I was looking through some sources I’ve collected over
the years – many of which I’ve never actually included in my published works. I
came across a few references from the Outrage Papers for County Wicklow in
1832. That was a strange summer… enjoy reading a little about the Great Panic’s
impact on Dunlavin!
Popular
panic in 1832: a strange constabulary report emanates from Dunlavin!
Much
of Ireland was in turmoil in the summer of 1832. To economic distress, the Tithe
War, agrarian violence and an upsurge in murders was added a deadly new threat
– an outbreak of cholera. The disease surfaced in Belfast in March and spread
rapidly. The result of all of these factors was a summer of discontent. Fear,
rumour and a sense of the wrath of God were evident among large swathes of the
population. This was especially so, according to many contemporary observers,
in the case of the Catholic lower classes. Strange apparitions, including
appearances of the Virgin Mary, were reported from Cork, Queen’s and King’s
counties (Laois and Offaly), Westmeath, Roscommon and Kilkenny. The apparitions
advised people to put ‘blessed turf’ – ash from their chimneys that had been anointed
[blessed] by priests – in their houses to avoid the cholera epidemic. In many
places turf, clay or straw was substituted for ash, as ‘Chinese whispers’-style
changes were made to the rapidly-spreading supernatural message. The bearers of
the messages were often travelling strangers, who usually claimed to be acting
on the instructions of the Catholic clergy, who (unsurprisingly) denied all
knowledge of the messages and of their bearers! The message and the use of the
blessed turf was often accompanied by tales of disaster elsewhere, causing mass
hysteria among its audience. Thus, for example, anxious people in
Newtownmountkennedy heard that cholera was rampant on the western side of the
Wicklow Mountains, and that it had killed two hundred people in Hollywood
alone.On Tuesday 12 June the
message reached Ballymore Eustace, where
Constable B. McCann reported: ‘the greatest confusion appeared among the people
in consequence of people running through the town carrying seven pieces of
turf, and at each house they left a piece with directions to burn the bit of
turf at their door and to say some prayers’. The following day,
Dunlavin was also thrown into turmoil, as the message reached the populace.

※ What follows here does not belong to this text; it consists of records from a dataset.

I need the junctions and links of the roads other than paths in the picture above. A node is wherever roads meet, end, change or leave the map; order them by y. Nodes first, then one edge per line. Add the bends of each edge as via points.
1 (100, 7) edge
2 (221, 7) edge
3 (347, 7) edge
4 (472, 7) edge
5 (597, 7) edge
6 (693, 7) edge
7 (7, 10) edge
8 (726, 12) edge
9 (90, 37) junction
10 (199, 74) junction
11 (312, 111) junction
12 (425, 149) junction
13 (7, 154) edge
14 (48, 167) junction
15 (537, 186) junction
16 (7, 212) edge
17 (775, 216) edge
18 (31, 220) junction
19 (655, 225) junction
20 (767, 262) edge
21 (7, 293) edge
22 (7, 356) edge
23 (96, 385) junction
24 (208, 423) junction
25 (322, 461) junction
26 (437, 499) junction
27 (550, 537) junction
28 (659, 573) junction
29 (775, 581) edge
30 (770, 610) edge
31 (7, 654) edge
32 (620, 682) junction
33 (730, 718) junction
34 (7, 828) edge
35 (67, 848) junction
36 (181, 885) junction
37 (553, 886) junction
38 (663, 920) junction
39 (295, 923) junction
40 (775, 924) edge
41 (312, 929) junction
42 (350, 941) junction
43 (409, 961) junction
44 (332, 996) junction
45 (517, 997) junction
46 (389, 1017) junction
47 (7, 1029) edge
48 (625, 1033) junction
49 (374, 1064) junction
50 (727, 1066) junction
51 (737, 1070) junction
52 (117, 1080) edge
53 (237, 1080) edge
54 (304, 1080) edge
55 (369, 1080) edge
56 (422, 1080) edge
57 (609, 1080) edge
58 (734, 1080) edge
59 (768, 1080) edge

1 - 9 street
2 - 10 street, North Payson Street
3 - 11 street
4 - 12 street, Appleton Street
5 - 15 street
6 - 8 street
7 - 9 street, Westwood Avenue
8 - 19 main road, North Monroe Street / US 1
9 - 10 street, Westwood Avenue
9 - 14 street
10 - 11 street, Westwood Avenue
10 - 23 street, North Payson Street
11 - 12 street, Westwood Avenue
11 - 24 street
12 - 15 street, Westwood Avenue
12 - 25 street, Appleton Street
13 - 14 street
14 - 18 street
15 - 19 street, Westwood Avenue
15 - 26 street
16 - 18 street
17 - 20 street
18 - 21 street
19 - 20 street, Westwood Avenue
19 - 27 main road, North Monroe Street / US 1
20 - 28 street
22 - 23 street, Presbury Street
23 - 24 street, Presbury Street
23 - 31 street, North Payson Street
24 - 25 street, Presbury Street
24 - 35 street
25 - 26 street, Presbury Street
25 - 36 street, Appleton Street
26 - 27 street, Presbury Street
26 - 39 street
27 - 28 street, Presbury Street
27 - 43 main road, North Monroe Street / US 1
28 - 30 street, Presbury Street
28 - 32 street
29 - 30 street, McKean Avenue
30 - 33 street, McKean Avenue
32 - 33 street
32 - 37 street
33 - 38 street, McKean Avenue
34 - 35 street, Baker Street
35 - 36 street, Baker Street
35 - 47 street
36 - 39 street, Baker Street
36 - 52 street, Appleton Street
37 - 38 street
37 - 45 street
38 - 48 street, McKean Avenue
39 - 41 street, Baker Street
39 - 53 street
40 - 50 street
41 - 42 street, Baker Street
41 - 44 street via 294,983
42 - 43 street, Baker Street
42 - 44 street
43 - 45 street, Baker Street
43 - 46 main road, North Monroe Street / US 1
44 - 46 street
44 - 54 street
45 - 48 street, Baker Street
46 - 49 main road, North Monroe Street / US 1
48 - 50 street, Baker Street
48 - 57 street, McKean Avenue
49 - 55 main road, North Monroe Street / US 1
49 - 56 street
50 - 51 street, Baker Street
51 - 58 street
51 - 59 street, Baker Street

Chief Constable J. H. Hatton reported widespread panic and hysteria in the
village because ‘in consequence of a curse pronounced by Doctor Doyle a ball of
fire had fell [sic] down from heaven in the Queen's County and had completely
destroyed it. They also stated that two angels had descended to whom they were
ordered to offer up seven prayers’.
The
message soon stretched the length and breadth of Ireland, but the great panic
of 1832 was short-lived. It was over almost as soon as it started – only a ‘flash
in the pan’, one might say. Viewed from the perspective of our modern world,
the phenomenon is difficult to understand. However, we need to try to
understand the mindsets of ordinary people in the 1830s. There is little doubt
that uneducated lower-class Catholics in particular were superstitious, but at
a deeper spiritual level they also believed wholeheartedly and unquestioningly
in Divine guidance and supernatural interventions in their existence. Divine
Providence could, they believed, deliver them from evil, and could keep them
safe in times of crisis. (Indeed, who are we to say that they were wrong?). At
a deeper temporal level on the other hand, such beliefs probably reflected the everyday
hopes and fears which played a real and significant part in their lives. These
lower-class Catholics were on the bottom rung of the social ladder. For
generations, they and their forebears had been persecuted and had suffered the
impact of the Penal Laws. The enactment of Catholic emancipation was too recent
to undo decades of hardship, oppression, failed rebellion, injustice and the
denial of education and other rights and liberties that we take for granted
nowadays. Once again, only Divine Providence could be invoked to improve their
daily lot. This harsh background of protracted struggle meant that the mindsets
of these people differed radically from mindsets today. If the great panic of 1832,
and the report of Doctor Doyle’s curse, the destruction of Queen’s County and
the appearance of two angels in Dunlavin teaches us anything, it is perhaps how
little we really understand of the mindsets of our nineteenth-century ancestors,
and the mental worlds of these ordinary people and, consequently, of the wider society
at that time in which they lived.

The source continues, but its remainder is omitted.